In the late morning she finds a decaying mouse, hanging, like the bird skull, in a looped stitch of ivy. Another cat victim? As the light starts to seep away and the shadow of the wall spills into the garden she finds a dead rabbit, back foot caught in a snare of foliage. It has been there a while, the body parched and leathery, but patches of the underbelly fur and tail are still white in places, still heartbreakingly bunnyish and soft. It must have come from the field and squeezed through a gap in the wall. Did it get tangled and break its leg? Was it sick or wounded, holing up somewhere safe, buried in the dense green to escape a predator? Hill shudders as she cuts the ivy away from the small body and it falls, slight and loose, into a pile of trimmings. She fetches a spade, scoops the creature up, cradled in the wide cup of blade, and carries it to a flowerbed. She digs a hole beside a rhododendron and tips it in.
Hill coughs hard that night: a wet, wracking cough that makes her back and sides ache.
On Saturday morning her glands are swollen. She takes three paracetamol and wraps a scarf around her neck. She stands at the window and looks out at the wall, shifting, unsteady, from foot to foot. Her mouth tastes rusty, astringent. She spits into the sink and turns the tap on hard, looking away, terrified of the poisons exiting her body.
On Saturday evening, Hill finds a fox. At first she thinks it might be a cat, the villain responsible for those smaller kills, but then she sees the orange brush of tail poking through gaps in the plaited ivy. The plant has twined itself round and round the fox’s body like a child wrapping string around a parcel. She tugs at the encircling ivy with her shears.

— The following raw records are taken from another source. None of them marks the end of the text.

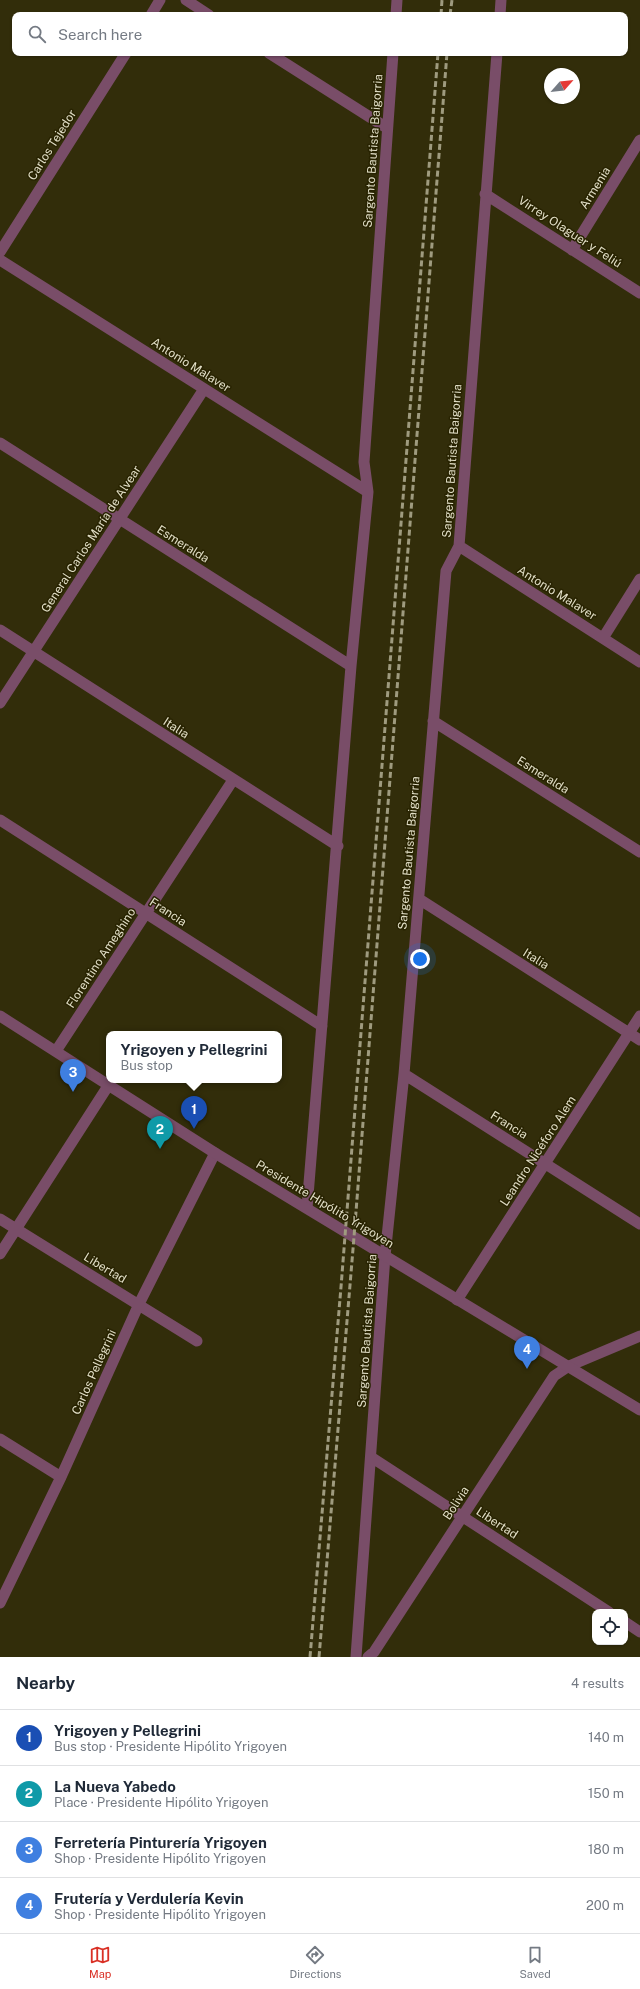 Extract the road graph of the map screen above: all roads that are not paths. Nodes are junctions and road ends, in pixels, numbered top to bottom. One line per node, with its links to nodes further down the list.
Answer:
1 (160, 0): 5 (street)
2 (186, 0): 6 (street)
3 (398, 0): 7 (street)
4 (501, 0): 8 (street)
5 (152, 12)
6 (205, 12)
7 (396, 12)
8 (500, 12)
9 (124, 56): 17 (street, Carlos Tejedor)
10 (274, 56): 13 (street)
11 (393, 56): 13 (street, Sargento Bautista Baigorria)
12 (497, 56): 15 (street, Sargento Bautista Baigorria)
13 (387, 128): 22 (street, Sargento Bautista Baigorria)
14 (640, 140): 16 (street, Armenia)
15 (485, 194): 16 (street, Virrey Olaguer y Feliú); 24 (street, Sargento Bautista Baigorria)
16 (572, 250): 19 (street, Virrey Olaguer y Feliú)
17 (0, 252)
18 (0, 260): 20 (street, Antonio Malaver)
19 (640, 293)
20 (204, 389): 22 (street, Antonio Malaver); 23 (street, General Carlos María de Alvear)
21 (0, 443): 23 (street, Esmeralda)
22 (368, 492): 30 (street, Sargento Bautista Baigorria)
23 (120, 519): 28 (street, General Carlos María de Alvear); 30 (street, Esmeralda)
24 (459, 546): 27 (street, Antonio Malaver); 32 (street, Sargento Bautista Baigorria)
25 (640, 579): 27 (street)
26 (0, 630): 28 (street, Italia)
27 (603, 638): 29 (street, Antonio Malaver)
28 (34, 652): 31 (street, General Carlos María de Alvear); 33 (street, Italia)
29 (640, 662)
30 (351, 666): 35 (street, Sargento Bautista Baigorria)
31 (0, 703)
32 (433, 721): 36 (street, Esmeralda); 37 (street, Sargento Bautista Baigorria)
33 (233, 780): 35 (street, Italia); 38 (street, Florentino Ameghino)
34 (0, 820): 38 (street, Francia)
35 (338, 846): 41 (street, Sargento Bautista Baigorria)
36 (640, 852)
37 (419, 899): 42 (street, Italia); 45 (street, Sargento Bautista Baigorria)
38 (146, 913): 41 (street, Francia); 44 (street, Florentino Ameghino)
39 (0, 1016): 44 (street, Presidente Hipólito Yrigoyen)
40 (640, 1016): 42 (street, Leandro Nicéforo Alem)
41 (322, 1026): 49 (street, Sargento Bautista Baigorria)
42 (629, 1033): 43 (street, Italia); 48 (street, Leandro Nicéforo Alem)
43 (640, 1040)
44 (56, 1051): 46 (street, Presidente Hipólito Yrigoyen)
45 (404, 1074): 48 (street, Francia); 54 (street, Sargento Bautista Baigorria)
46 (108, 1086): 47 (street, Presidente Hipólito Yrigoyen); 52 (street)
47 (215, 1153): 49 (street, Presidente Hipólito Yrigoyen); 56 (street, Carlos Pellegrini)
48 (545, 1163): 51 (street, Francia); 55 (street, Leandro Nicéforo Alem)
49 (307, 1208): 54 (street, Presidente Hipólito Yrigoyen)
50 (0, 1219): 52 (street, Libertad)
51 (640, 1224)
52 (15, 1229): 53 (street); 56 (street, Libertad)
53 (0, 1254)
54 (385, 1256): 55 (street, Presidente Hipólito Yrigoyen); 62 (street, Sargento Bautista Baigorria)
55 (458, 1300): 59 (street, Presidente Hipólito Yrigoyen)
56 (139, 1304): 58 (street, Libertad); 63 (street, Carlos Pellegrini)
57 (640, 1336): 59 (street, Bolivia)
58 (197, 1341)
59 (569, 1366): 60 (street, Presidente Hipólito Yrigoyen); 64 (street, Bolivia)
60 (640, 1410)
61 (0, 1439): 63 (street)
62 (371, 1457): 64 (street, Libertad); 69 (street, Sargento Bautista Baigorria)
63 (61, 1477): 65 (street, Carlos Pellegrini)
64 (462, 1516): 66 (street, Libertad); 70 (street, Bolivia)
65 (0, 1603)
66 (604, 1609)
67 (628, 1624): 68 (street)
68 (640, 1632)
69 (356, 1657)
70 (368, 1657)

Part of it falls away and the fox’s head droops and swings. She turns aside and vomits onto the grass.
On Sunday morning, Hill’s right armpit is aching and swollen. She has trouble swallowing painkillers. She cannot raise the shears above knee height; cannot bear to remove the fox; cannot bring herself to work on the same patch of ivy. She snips at a low piece of foliage, skirting the grass. She coughs and coughs: and spits blood.

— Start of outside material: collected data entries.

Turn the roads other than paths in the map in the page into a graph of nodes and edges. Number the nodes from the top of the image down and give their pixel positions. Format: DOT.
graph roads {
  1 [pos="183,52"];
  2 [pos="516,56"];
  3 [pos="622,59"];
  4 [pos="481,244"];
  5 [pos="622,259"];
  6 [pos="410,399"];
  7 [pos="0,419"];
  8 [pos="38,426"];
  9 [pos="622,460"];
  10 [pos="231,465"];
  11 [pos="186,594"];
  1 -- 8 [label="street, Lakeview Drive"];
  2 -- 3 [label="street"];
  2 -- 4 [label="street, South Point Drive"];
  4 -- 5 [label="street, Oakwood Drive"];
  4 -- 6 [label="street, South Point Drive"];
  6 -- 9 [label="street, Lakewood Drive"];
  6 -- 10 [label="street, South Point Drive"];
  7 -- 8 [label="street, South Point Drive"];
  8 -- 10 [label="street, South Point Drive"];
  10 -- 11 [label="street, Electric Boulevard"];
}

Fear pricks her. She bends over, hands on knees, pinpricks of light clustering in her vision. Standing again she drops the shears, rocks and sways.
Hill lists to one side, striking out her left hand to catch herself. Her gloved palm reaches into the mesh of ivy; through it; meets the wall. She hears the delicate crunch of contact; feels a tearing and searing ripple through her from wrist to shoulder to neck.
The numbing embrace of the ivy supports her torso, cushioning, drawing her in to rest. Her head swims as she sinks in, down, luxuriating. Dust and trapped pollen, soil and wood and sap-spice: she breathes it in, deep. Yes, she thinks, time to let go, time to make peace. She sees the shape of the cottage at the far end of the garden, blurring, beyond the ivy net. It will always be Robert’s cottage. But here it is soft, so soft and shielded beneath the lush dappling, not hostile and other but ageless, timeless. Vegetal. Yes, she will stay. It will always be there to console her, to keep her close to the wall and the earth beneath it; to hold her, comforting and containing, the shallow breaths of grit and greenness slowing, slowing, unfurling into leaf.